# Continuous Deep Reinforcement Learning on Slot Car Racing

In this notebook we provide a quick introduction to the "Deep Deterministic Gradient Policy" algorithm presented in the 2016 paper "Continuous Control with Deep Reinforcement Learning" by Lillicrap et al. We demonstrate the algorithm in a Slot Car Racing (also known by the brand-name Carrera) environment.

The following consists of multiple parts:

  - The custom `Carrera` environment -- a Python class which allows agents to create, reset and perform "steps" on a slot car racing track. It also provides abstractions for visualizing the algorithms performance.
  - An `Agent` class which interacts with a provided environment.
  - The DDPG algorithm implemented in TensorFlow.
  
**TODO:** Fix introduction.

## Environment: Lunar Lander

> Landing pad is always at coordinates $(0, 0)$. Coordinates are the first two numbers in state vector. Reward for moving from the top of the screen to landing pad and zero speed is about $100..140$ points. If lander moves away from landing pad it loses reward back. Episode finishes if the lander crashes or comes to rest, receiving additional -100 or +100 points. Each leg ground contact is $+10$. Firing main engine is $-0.3$ points each frame. Solved is 200 points. Landing outside landing pad is possible. Fuel is infinite, so an agent can learn to fly and then land on its first attempt. Action is two real values vector from $-1$ to $+1$. First controls main engine, $-1..0$ off, $0..+1$ throttle from $50\%$ to $100\%$ power. Engine can't work with less than $50\%$ power. Second value $-1.0..-0.5$ fire left engine, $+0.5..+1.0$ fire right engine, $-0.5..0.5$ off.
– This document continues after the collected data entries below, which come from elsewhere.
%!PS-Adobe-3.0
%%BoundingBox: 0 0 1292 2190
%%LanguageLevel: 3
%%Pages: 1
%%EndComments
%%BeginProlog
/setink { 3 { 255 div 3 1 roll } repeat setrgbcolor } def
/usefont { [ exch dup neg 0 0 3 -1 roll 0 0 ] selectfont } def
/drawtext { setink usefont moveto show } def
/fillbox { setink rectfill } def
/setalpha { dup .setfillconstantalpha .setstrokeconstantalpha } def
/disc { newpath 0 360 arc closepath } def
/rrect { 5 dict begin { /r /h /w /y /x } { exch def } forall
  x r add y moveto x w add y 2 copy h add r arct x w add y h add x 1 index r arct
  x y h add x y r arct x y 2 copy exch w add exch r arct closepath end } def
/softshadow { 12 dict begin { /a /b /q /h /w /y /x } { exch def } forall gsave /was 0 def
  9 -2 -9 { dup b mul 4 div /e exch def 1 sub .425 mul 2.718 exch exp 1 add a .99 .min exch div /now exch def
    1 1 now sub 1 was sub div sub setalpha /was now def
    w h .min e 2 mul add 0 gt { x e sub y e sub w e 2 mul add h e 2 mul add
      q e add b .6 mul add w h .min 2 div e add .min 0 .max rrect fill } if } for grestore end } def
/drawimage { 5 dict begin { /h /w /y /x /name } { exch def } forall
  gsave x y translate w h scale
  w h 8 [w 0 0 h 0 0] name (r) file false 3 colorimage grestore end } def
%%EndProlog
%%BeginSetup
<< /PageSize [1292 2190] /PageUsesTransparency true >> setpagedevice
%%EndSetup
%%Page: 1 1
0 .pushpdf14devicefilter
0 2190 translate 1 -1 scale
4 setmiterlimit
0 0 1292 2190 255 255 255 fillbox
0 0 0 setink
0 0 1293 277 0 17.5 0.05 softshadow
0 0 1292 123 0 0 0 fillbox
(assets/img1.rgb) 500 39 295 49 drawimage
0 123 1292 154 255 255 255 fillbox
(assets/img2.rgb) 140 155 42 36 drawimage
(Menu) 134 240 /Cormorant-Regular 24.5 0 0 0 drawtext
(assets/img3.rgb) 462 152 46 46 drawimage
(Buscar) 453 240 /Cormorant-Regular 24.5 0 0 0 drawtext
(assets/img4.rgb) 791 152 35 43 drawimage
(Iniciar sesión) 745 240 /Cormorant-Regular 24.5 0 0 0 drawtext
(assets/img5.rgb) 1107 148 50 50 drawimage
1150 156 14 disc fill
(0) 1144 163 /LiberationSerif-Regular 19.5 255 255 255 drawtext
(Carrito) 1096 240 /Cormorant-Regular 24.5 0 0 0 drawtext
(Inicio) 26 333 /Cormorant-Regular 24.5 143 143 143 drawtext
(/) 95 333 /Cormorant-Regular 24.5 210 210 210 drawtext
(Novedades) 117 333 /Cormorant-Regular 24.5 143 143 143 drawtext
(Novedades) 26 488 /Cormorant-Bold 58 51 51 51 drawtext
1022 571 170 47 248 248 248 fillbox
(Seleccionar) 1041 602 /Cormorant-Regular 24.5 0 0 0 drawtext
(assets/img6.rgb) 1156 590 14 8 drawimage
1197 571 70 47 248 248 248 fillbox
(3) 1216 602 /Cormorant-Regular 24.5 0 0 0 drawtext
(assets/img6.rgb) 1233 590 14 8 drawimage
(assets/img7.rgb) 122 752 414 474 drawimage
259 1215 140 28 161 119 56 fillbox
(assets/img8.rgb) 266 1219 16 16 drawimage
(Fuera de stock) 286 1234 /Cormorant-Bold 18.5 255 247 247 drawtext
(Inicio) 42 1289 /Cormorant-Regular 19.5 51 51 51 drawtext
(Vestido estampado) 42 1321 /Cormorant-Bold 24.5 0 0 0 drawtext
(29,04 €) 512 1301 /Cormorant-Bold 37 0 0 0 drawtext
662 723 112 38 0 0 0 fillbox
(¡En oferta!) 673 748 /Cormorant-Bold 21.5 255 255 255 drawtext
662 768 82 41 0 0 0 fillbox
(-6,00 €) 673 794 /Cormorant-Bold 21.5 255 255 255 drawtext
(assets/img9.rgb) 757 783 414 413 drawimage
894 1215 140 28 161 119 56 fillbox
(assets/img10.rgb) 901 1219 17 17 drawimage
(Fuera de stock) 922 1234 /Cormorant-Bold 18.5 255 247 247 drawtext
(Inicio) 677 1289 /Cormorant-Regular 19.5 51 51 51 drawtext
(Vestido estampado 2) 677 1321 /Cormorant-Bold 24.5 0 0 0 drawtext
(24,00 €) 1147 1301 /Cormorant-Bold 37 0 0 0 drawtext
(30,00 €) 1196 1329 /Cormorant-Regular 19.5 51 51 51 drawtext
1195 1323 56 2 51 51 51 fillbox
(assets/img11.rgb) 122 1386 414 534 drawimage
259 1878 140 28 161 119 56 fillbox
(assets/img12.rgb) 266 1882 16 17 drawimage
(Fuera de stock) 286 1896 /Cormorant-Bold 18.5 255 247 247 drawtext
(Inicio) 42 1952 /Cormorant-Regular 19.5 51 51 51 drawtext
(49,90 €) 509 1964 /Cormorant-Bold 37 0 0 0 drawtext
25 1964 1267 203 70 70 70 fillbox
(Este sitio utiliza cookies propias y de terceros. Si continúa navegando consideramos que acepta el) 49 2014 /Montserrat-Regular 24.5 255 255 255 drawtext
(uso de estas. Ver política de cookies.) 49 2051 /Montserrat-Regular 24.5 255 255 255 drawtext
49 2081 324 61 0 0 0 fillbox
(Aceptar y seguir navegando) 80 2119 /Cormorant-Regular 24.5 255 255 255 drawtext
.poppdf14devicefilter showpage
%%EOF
In order to run the environments visualizations in a notebook we implemented a small wrapper around it.

In [None]:
%matplotlib notebook
import matplotlib.pyplot as plt
import gym


class Lander:
    def __init__(self):
        self.gym = gym.make('LunarLanderContinuous-v2')
        self.reset = self.gym.reset
        self.episode_reward = 0
        self._fig = None

    def step(self, action):
        state, reward, terminal, info = self.gym.step(action)
        self.episode_reward += reward
        return state, reward, terminal, info

    def render(self):
        if self._fig is None:
            self._fig = plt.figure()
            self._img = plt.imshow(self.gym.render(mode='rgb_array'))
        else:
            self._img.set_data(self.gym.render(mode='rgb_array'))
        self._fig.canvas.draw()

In [None]:
# env = Lander()
# state = env.reset()
# terminal = False
# while not terminal:
#     action = env.gym.action_space.sample()
#     _, _, terminal, _ = env.step(action)
#     env.render()

## Memory
While the paper takes note of prioritized replay methods, it only makes use of sampling experiences uniformly from a limited sized buffer. The straight forward approach for implementing this would be to use `collections.deque`, but sampling from such a queue (as the name maybe already shows...) is [expensive](https://wiki.python.org/moin/TimeComplexity). Therefore we implement a custom memory class which makes use of a basic list and implements the element limit through a pointer which dictates which element is to be overwritten on insert.

In [None]:
import random


class Memory:
    """Uniform replay memory with maximum size."""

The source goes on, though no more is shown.